Rabbit Proof Fence



foreign films



Rabbit Proof Fence
Made in: Australia
Language: English, Martu Wangka (indigenous aboriginal language)
Directed by: Phillip Noyce
Starring: Kenneth Branagh, Everlyn Sampi, Tianna Sansbury, Laura Monaghan, David Gulpilil
With music by: Peter Gabriel
Year: 2002

Synopsis: The year is 1931. 14 year-old Molly (Everlyn Sampi), her younger sister Daisy (Tianna Sansbury), and little cousin Gracie (Laura Monaghan) are three mixed-race aboriginal girls living in Jigalong, an aboriginal community in Western Australia.

The girls are forcibly removed from their mother and grandmother under a controversial policy enacted by A.O. Neville (played by Kenneth Branagh), who was appointed as Australia's Chief Protector of Aborigines in 1915.

The policy stated that mixed race aboriginal children, defined as "half-castes" during this time period, were to be removed from their families and assimilated into the predominantly white society. Neville saw this as a way of "saving" aboriginal people, since the increasing number of white settlements displaced large numbers of natives, leaving them impoverished and isolated.

Molly, Daisy, and Gracie are taken to an orphanage north of Perth, in a native settlement called Moore River. There, the children are educated and trained to assimilate into mainstream Australian culture.

Finding the place to be more like a prison, the children escape one morning and decide to make the 1500 mile journey back to Jigalong on foot. They are guided by the rabbit proof fence, an incredibly long fence that runs through that region of Australia and happens to pass right through their home community.

While trying to stay ahead of an expert aboriginal tracker (David Gulpilil), Molly uses all her knowledge of wilderness survival and resourcefulness to make sure that she and the younger children make it back without getting caught.



The Good: Based on a true story, Rabbit Proof Fence is an inspirational story about human will and endurance. Without bleeding-heart sentimentality or melodrama, the film focuses on the bravery of the children and how their simple desire to be home drives them to complete a 9-week trek that could have easily killed them.

The cinematography is great, and captures the beauty and vastness of the western Australian outback. The venerable Kenneth Branagh turns out a highly commendable performance as the compassionate but misguided A.O. Neville.

Although not portrayed as a 2-dimensional character, director Phillip Noyce presents the devastating consequences of his "good intentions" in a realistic fashion, proper historical context, and doesn't hit the viewer over the head with an overdose of white guilt.

The Bad: As with many "based on a true story" movies, Rabbit Proof Fence is not without its controversies. The film is based on the book Follow the Rabbit-Proof Fence by Doris Pilkington Garimara (Molly's daughter), and many have debated about several elements of the movie, from the accuracy of specific details during girls' journey to the way main characters were portrayed.

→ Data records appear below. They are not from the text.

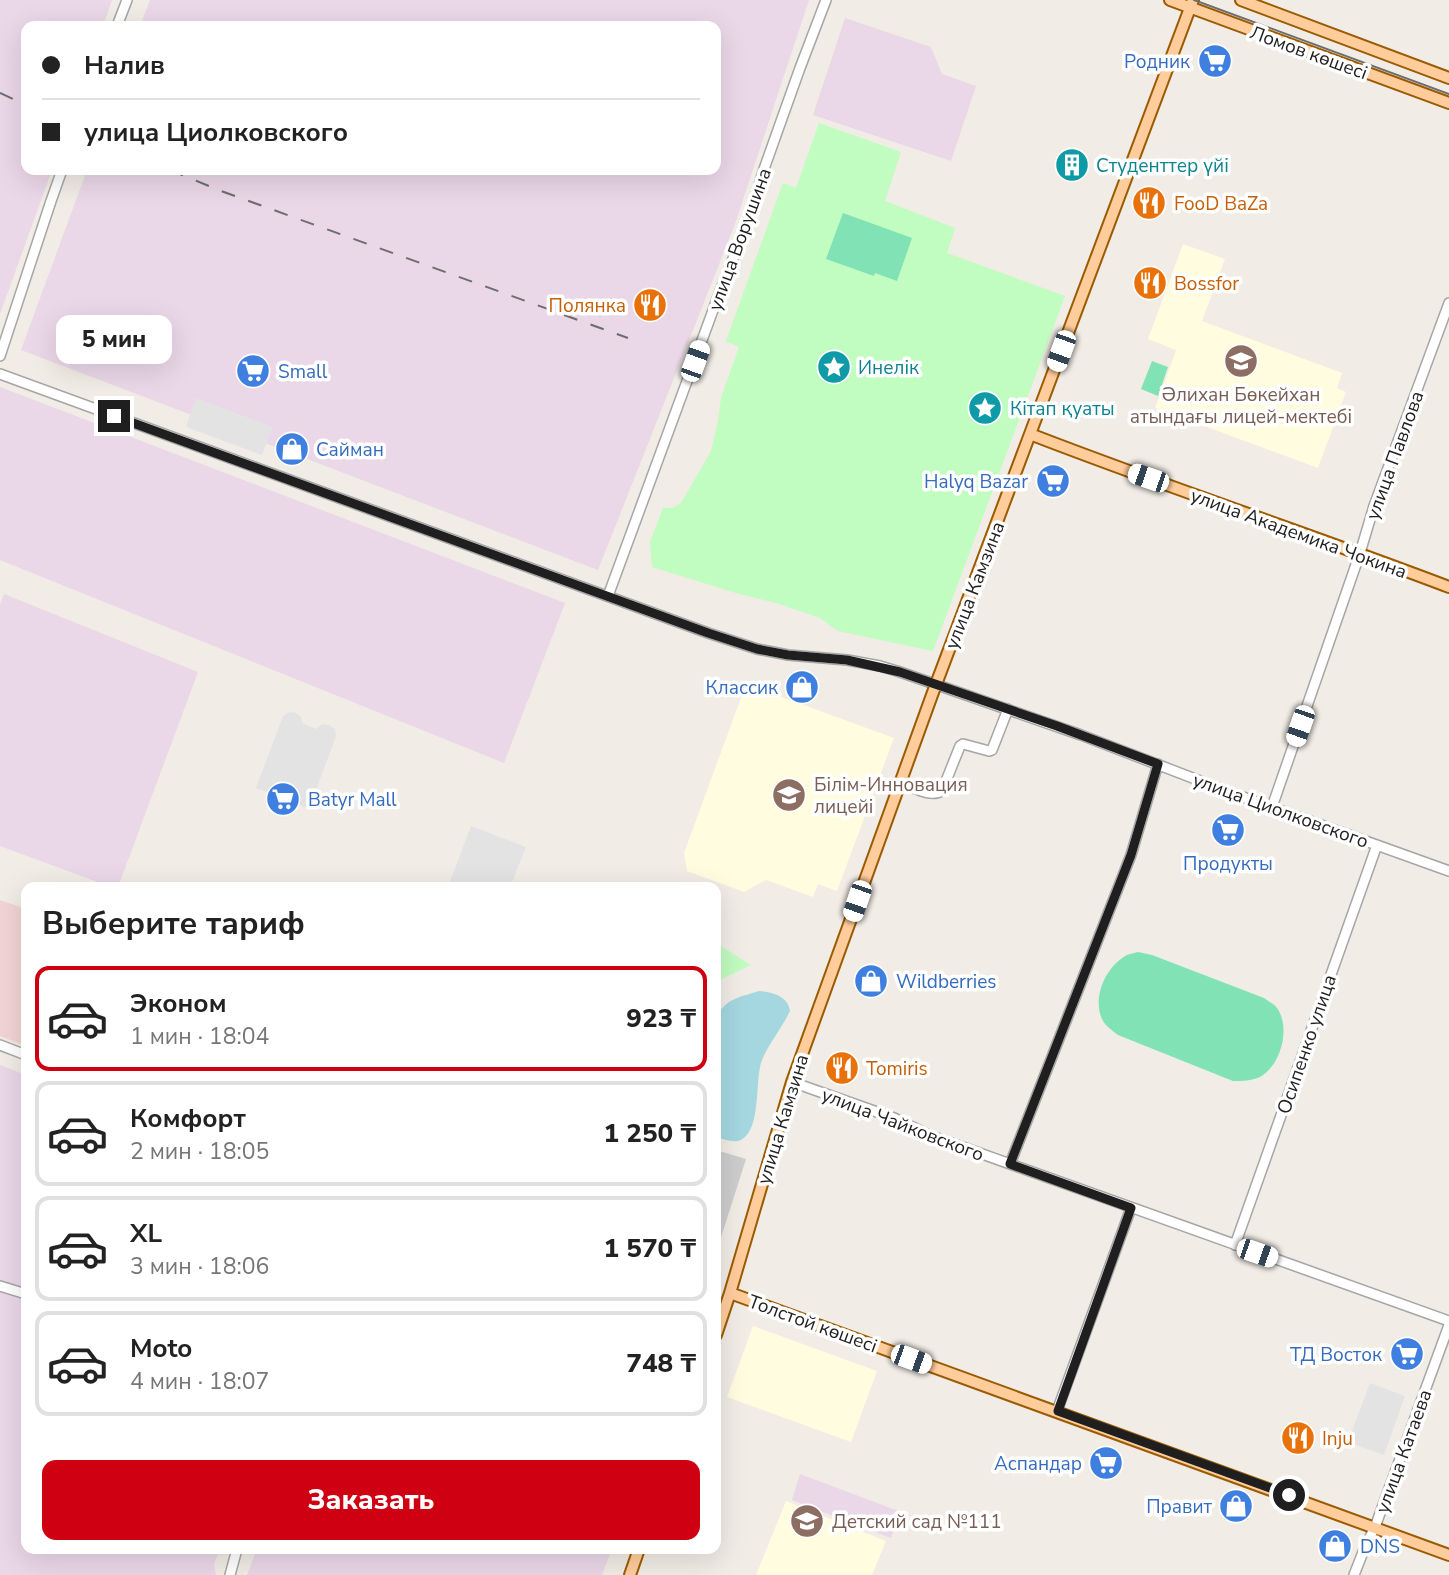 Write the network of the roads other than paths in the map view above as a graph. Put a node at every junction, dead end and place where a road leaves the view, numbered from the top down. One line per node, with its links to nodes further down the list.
1 (127, 0): 6 (street)
2 (826, 0): 16 (street, улица Ворушина)
3 (1170, 0): 5 (main road, Ломов көшесі)
4 (1241, 0): 7 (main road, Ломов көшесі)
5 (1192, 4): 8 (main road, Ломов көшесі); 13 (main road, улица Камзина)
6 (119, 21)
7 (1449, 78)
8 (1449, 103)
9 (60, 175): 11 (street)
10 (1449, 303): 14 (street, улица Павлова)
11 (0, 356)
12 (0, 374): 16 (street, улица Циолковского)
13 (1030, 434): 14 (main road, улица Академика Чокина); 17 (main road, улица Камзина)
14 (1360, 553): 15 (main road, улица Академика Чокина); 21 (street, улица Павлова)
15 (1449, 587)
16 (608, 596): 17 (street, улица Циолковского)
17 (937, 683): 18 (street, улица Циолковского); 20 (main road, улица Камзина)
18 (1009, 709): 19 (street, улица Циолковского); 20 (street)
19 (1158, 764): 21 (street, улица Циолковского); 27 (street)
20 (900, 782): 26 (main road, улица Камзина)
21 (1272, 807): 22 (street, улица Циолковского)
22 (1377, 845): 23 (street, улица Циолковского); 29 (street, Осипенко улица)
23 (1449, 871)
24 (0, 1045): 25 (street)
25 (21, 1053)
26 (792, 1082): 27 (street, улица Чайковского); 32 (main road, улица Камзина)
27 (1010, 1164): 28 (street, улица Чайковского)
28 (1131, 1208): 29 (street, улица Чайковского); 35 (street)
29 (1235, 1245): 34 (street, улица Чайковского)
30 (0, 1286): 31 (street)
31 (21, 1292)
32 (730, 1293): 33 (main road, улица Камзина); 35 (main road, Толстой көшесі)
33 (721, 1320)
34 (1449, 1323): 36 (street, улица Катаева)
35 (1058, 1411): 36 (main road, Толстой көшесі)
36 (1375, 1527): 39 (main road, Толстой көшесі); 42 (street, улица Катаева)
37 (236, 1554): 40 (street)
38 (637, 1554): 41 (main road)
39 (1449, 1555)
40 (230, 1575)
41 (630, 1575)
42 (1354, 1575) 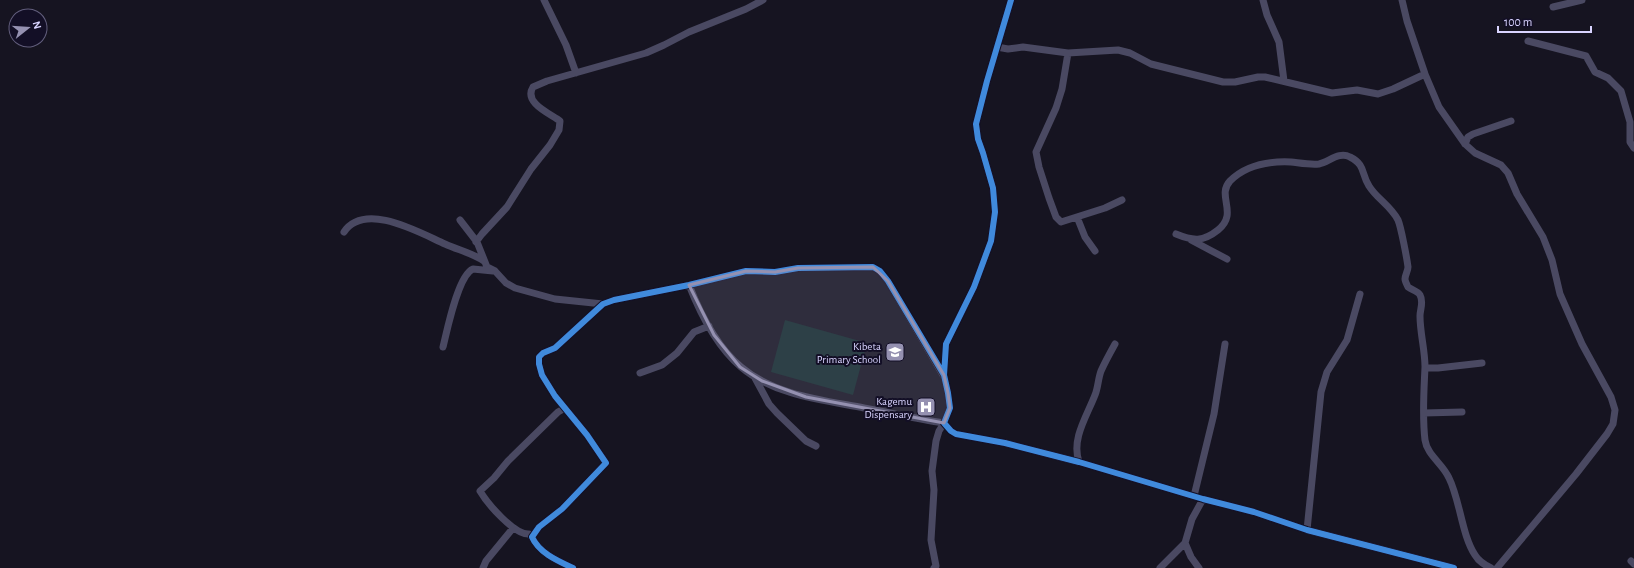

As a film, my only beef is that it was hard to tell exactly how long it took the children to complete specific parts of their journey. For instance, it would seem like they'd been on the lam for a few days, when in fact, we're told that an entire month had passed.

Who would like this film: This movie's for you if you're already a fan of foreign films, and have an interest in the lives of Australian aborigines and culture. Although the theme of human spirit in the face of adversity is universal, knowledge of Australian history during this time would probably make the film more interesting.